Let’s get something clear from the start: I love teaching. I love teaching history. I love teaching students at a school that prioritizes teaching. I love walking in to a classroom with historical documents and scholarly readings and images and strategies for how I’m going to talk with students about the past (and often the present and the future). I love that I walk out from that same classroom an hour or so later simultaneously exhausted and exhilarated, having learned as much as the students have in our give and take of learning about the past. I love seeing what students can do if you push them out of their comfort zone while also providing them with support and opportunities to approach, both creatively and rigorously, the study of history. I love my job.
My approach to teaching is grounded in the importance of historical inquiry, the multidisciplinary nature of the liberal arts, and five key related beliefs. First, I believe that students are at the center of teaching. I work to involve students in classes as participants, leaders, and fellow learners. In exchange, I expect students to take responsibility for their education in and out of my classes.
Second, I believe that technology can play a key role in enhancing traditional pedagogical practices. I integrate WordPress, Omeka, Facebook, Twitter, wikis, and web-based discussions, online research, multimedia content, digital history projects, electronic editing of papers, and image and video creation into my classes. All of these aspects of technology are used to vary and improve communication, offer alternative forms of discussion or presentation, or broaden the academic experience in and out of the classroom, while holding on to scholarly and intellectual rigor.
Third, I believe in the importance of teaching students to be critical consumers of knowledge. I have a responsibility to teach students to approach all primary and secondary content with a skeptical eye, not just historical sources or scholarly books and articles, though grappling with these remain essential to the discipline. For example, in my courses on US History in Film, American Technology and Culture, Civil War and Memory, History of the Information Age, and Digital History, I work with students to analyze critically what have become the key popular sources of information about the past, namely movies and the Internet. In all my classes I work with students to explore what it means to be skeptical about all sources of knowledge.
Fourth, I believe in the need to teach students to be rigorous yet creative and adaptable producers of knowledge. This skill links closely with the previous notion. Understanding how knowledge is produced makes one a better consumer, but being skeptical about one’s sources also makes one a better writer and speaker. In my classes students are encouraged to express themselves in various ways: formal and informal, written and oral, online and in person. I teach a number of different skill sets related to exchanging and expressing information in my classes, from basic writing to oral presentations to working with groups to digital project design to the creation of infographics, images & documentaries, yet all stem from one’s ability to convey content, concepts and ideas in the best possible way.

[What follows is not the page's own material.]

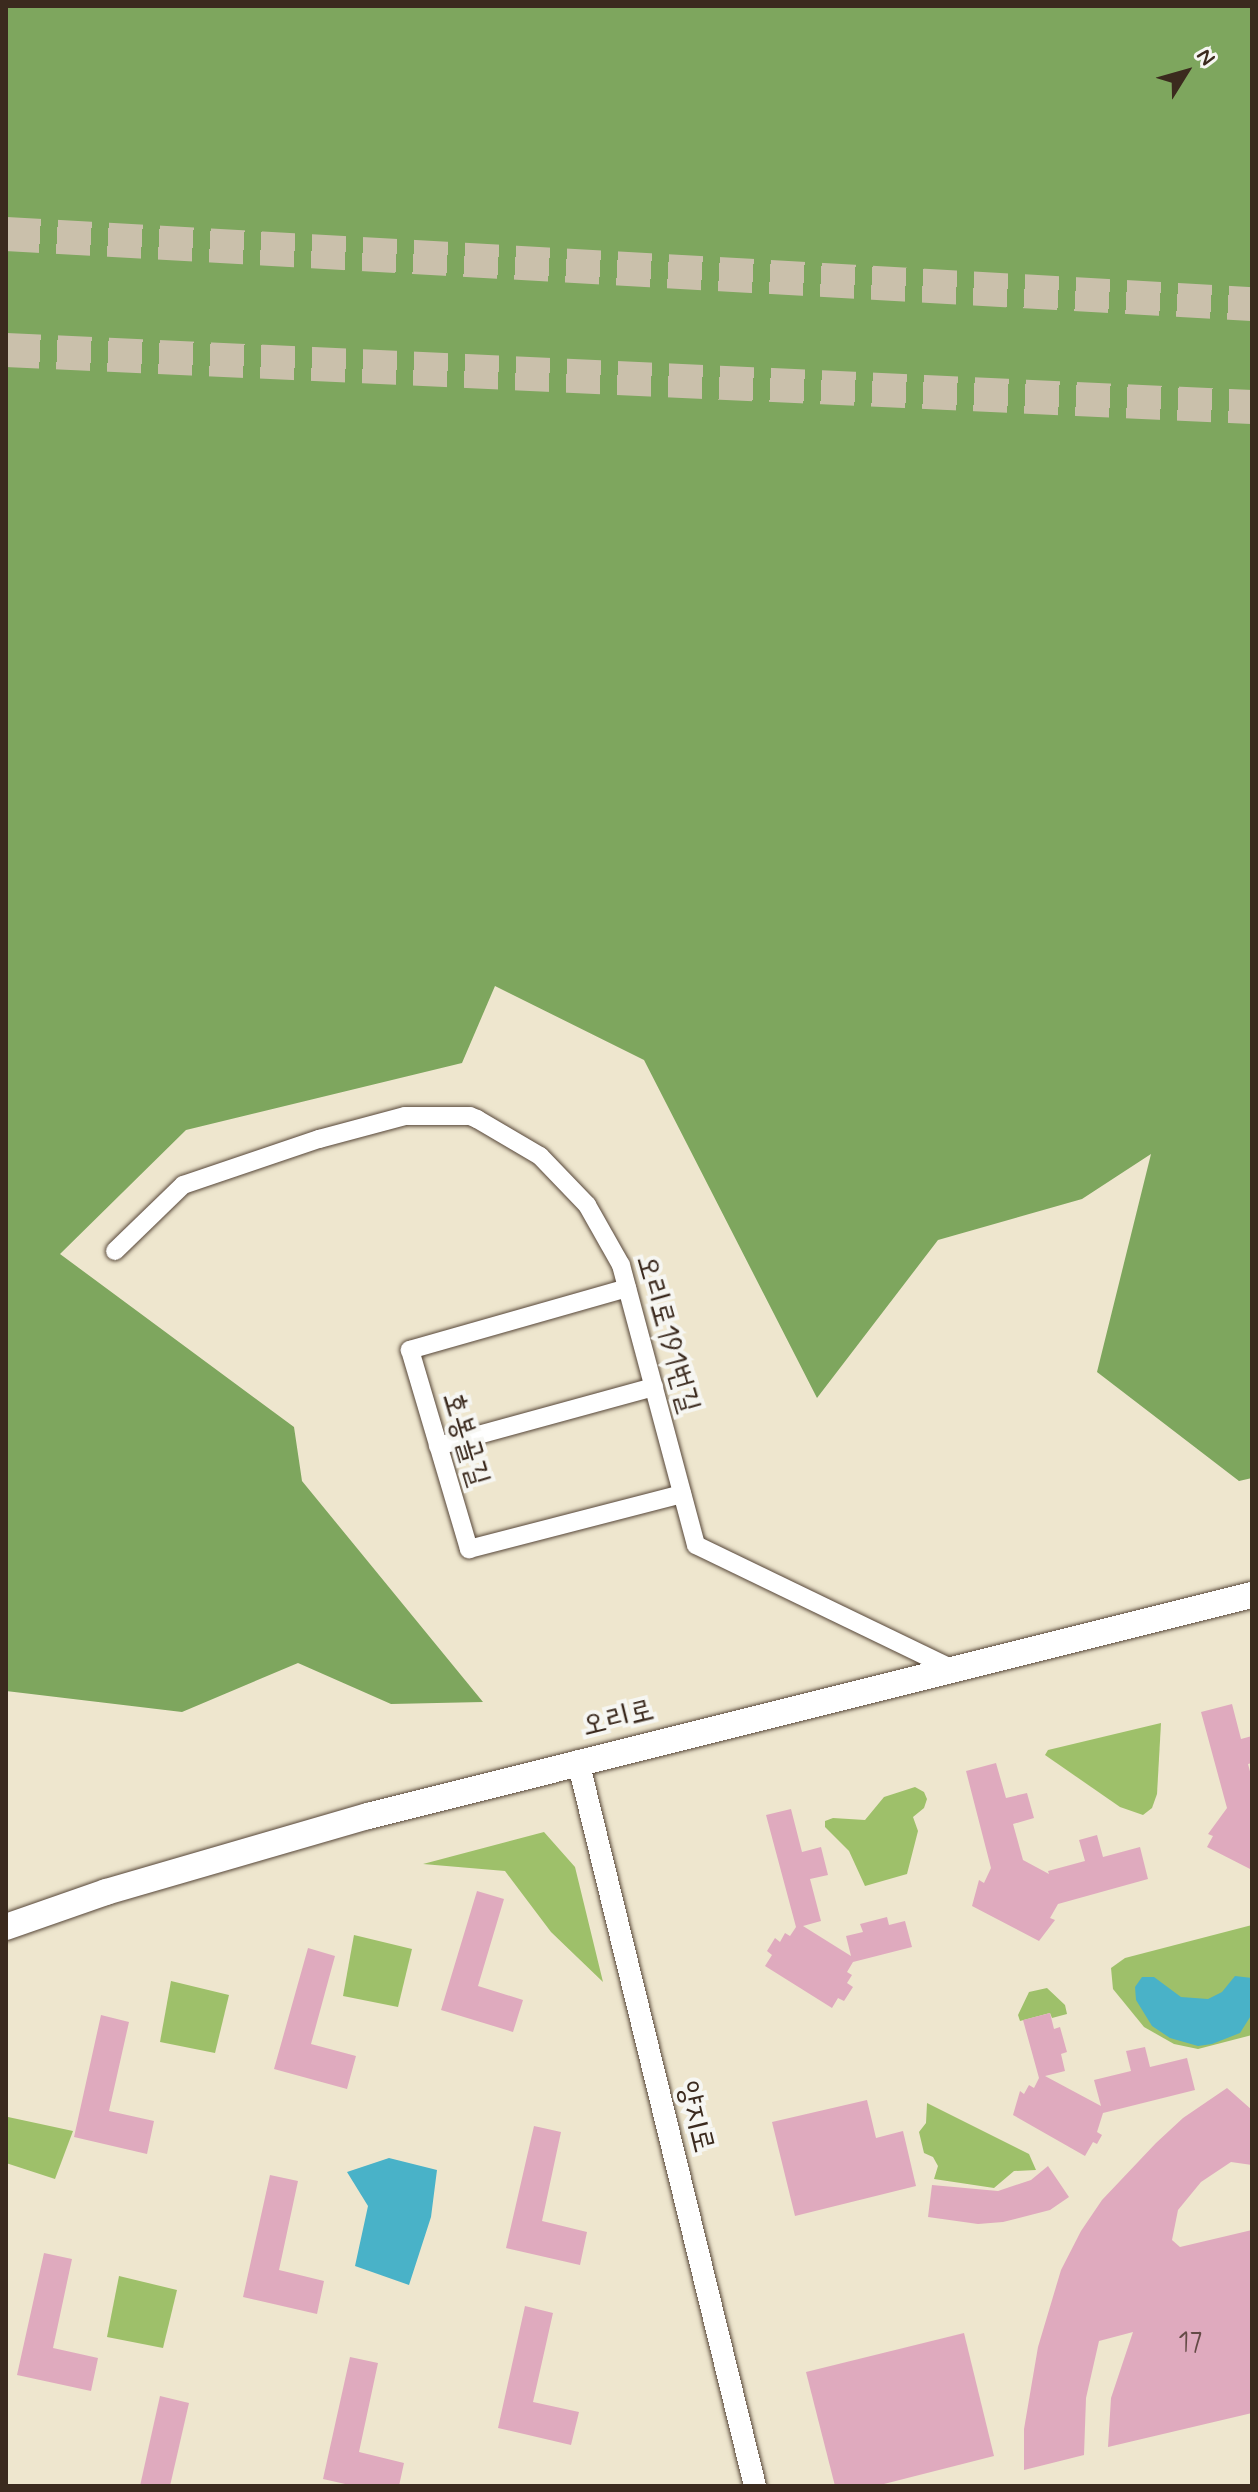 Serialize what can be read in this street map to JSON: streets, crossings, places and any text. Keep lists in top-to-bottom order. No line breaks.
{"streets":{"main road":["오리로"],"street":["오리로191번길","호봉골길","양지로"]},"crossings":[["오리로191번길","호봉골길"],["오리로191번길","오리로"],["오리로","양지로"]],"house_numbers":["17"],"north":"top right"}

Fifth, I believe in students being “uncomfortable, but not paralyzed” in their learning. A student walked into my office several years ago and said to me, “Dr. McClurken, I’m really struggling with all this online stuff,” referring to the projects I had assigned to the students in my American Technology and Culture course. She explained that digital projects were unfamiliar to her and that she was uncomfortable with her ability to do the assignment. She was surprised when my response to her discomfort was, “Good.” I went on to explain that I wanted her and her classmates to push the boundaries of what they understood about the conceptualization and presentation of historical information beyond papers and tests. Though she struggled a bit learning the tools we were using that semester, she later sent an email thanking me for introducing her to new methods of approaching history with the subject heading, “From Antipathy to Appreciation.” Note the last part of my initial phrase—“not paralyzed”—because it’s equally important. I want students to move out of their comfort zones because that is where deep learning occurs, but I don’t want them to be so uncomfortable they can’t get anything done. To keep them from paralysis we discuss potential resources to which they can turn (including their fellow students), we talk extensively about what constitutes successful work (even to the point in some classes of collectively constructing the rubrics with which I assess their papers and projects), and I tell them that they can always come to me if truly stumped. The results of a semester’s worth of student discomfort is worth it to me, and more importantly to them, as I see their pride in the work that they’ve created and shared not only with me or with their class, but with the wider world.
This post is part of a Connected Courses assignment, and is a revised version of a piece I’ve written in various forms for various submissions.